* **Try it**:
If a line includes the word "lane", it belongs in the count; state the total for the data below and add nothing.

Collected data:
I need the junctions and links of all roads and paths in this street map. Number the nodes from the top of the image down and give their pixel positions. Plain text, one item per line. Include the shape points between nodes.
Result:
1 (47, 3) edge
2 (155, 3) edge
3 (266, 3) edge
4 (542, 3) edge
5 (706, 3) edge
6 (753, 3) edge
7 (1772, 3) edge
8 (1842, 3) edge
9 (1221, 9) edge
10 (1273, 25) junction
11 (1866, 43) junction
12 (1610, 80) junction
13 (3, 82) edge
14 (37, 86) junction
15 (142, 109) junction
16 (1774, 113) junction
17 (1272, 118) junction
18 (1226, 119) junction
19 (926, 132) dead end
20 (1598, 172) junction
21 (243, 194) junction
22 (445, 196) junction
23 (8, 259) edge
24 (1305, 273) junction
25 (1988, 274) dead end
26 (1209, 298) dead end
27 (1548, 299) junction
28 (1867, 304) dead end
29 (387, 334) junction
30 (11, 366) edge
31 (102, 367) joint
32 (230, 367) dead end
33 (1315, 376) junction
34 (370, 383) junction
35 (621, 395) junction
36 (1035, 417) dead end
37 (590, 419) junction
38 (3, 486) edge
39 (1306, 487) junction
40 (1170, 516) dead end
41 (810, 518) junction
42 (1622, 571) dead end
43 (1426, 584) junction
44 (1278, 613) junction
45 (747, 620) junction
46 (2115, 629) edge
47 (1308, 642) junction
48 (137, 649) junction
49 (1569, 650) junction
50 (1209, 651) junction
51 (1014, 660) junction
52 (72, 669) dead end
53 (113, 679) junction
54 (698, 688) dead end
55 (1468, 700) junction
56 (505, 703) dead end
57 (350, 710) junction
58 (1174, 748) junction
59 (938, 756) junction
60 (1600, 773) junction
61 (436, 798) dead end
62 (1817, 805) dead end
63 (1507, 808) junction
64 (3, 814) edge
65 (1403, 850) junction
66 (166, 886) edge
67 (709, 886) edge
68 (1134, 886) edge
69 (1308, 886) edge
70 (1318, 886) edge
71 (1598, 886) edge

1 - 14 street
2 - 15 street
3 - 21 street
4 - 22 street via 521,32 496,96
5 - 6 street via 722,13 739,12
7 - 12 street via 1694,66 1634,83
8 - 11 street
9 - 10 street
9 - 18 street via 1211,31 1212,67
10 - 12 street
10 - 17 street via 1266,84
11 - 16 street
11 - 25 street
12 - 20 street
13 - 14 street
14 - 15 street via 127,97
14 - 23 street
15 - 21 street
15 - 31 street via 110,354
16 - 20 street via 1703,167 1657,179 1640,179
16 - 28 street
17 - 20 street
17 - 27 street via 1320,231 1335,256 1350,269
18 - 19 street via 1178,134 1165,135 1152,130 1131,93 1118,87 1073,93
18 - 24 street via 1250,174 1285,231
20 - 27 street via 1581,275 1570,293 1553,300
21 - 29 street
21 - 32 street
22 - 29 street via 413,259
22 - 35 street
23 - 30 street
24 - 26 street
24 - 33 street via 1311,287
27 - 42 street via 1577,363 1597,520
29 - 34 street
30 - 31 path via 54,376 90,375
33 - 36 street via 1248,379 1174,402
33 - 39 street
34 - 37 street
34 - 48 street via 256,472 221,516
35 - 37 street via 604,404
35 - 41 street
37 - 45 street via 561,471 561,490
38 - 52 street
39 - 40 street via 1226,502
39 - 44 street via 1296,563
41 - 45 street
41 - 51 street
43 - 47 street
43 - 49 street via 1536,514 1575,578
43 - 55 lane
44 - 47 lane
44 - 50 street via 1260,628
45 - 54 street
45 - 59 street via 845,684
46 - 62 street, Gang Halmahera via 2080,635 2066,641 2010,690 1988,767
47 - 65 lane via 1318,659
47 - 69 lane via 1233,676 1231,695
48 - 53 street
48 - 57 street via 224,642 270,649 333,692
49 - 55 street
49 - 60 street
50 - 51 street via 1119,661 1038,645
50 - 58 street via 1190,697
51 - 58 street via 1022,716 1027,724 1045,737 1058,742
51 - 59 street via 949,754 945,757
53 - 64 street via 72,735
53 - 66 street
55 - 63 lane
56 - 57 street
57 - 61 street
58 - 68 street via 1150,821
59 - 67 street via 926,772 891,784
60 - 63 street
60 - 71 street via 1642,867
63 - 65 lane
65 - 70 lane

* **Task answer**:
7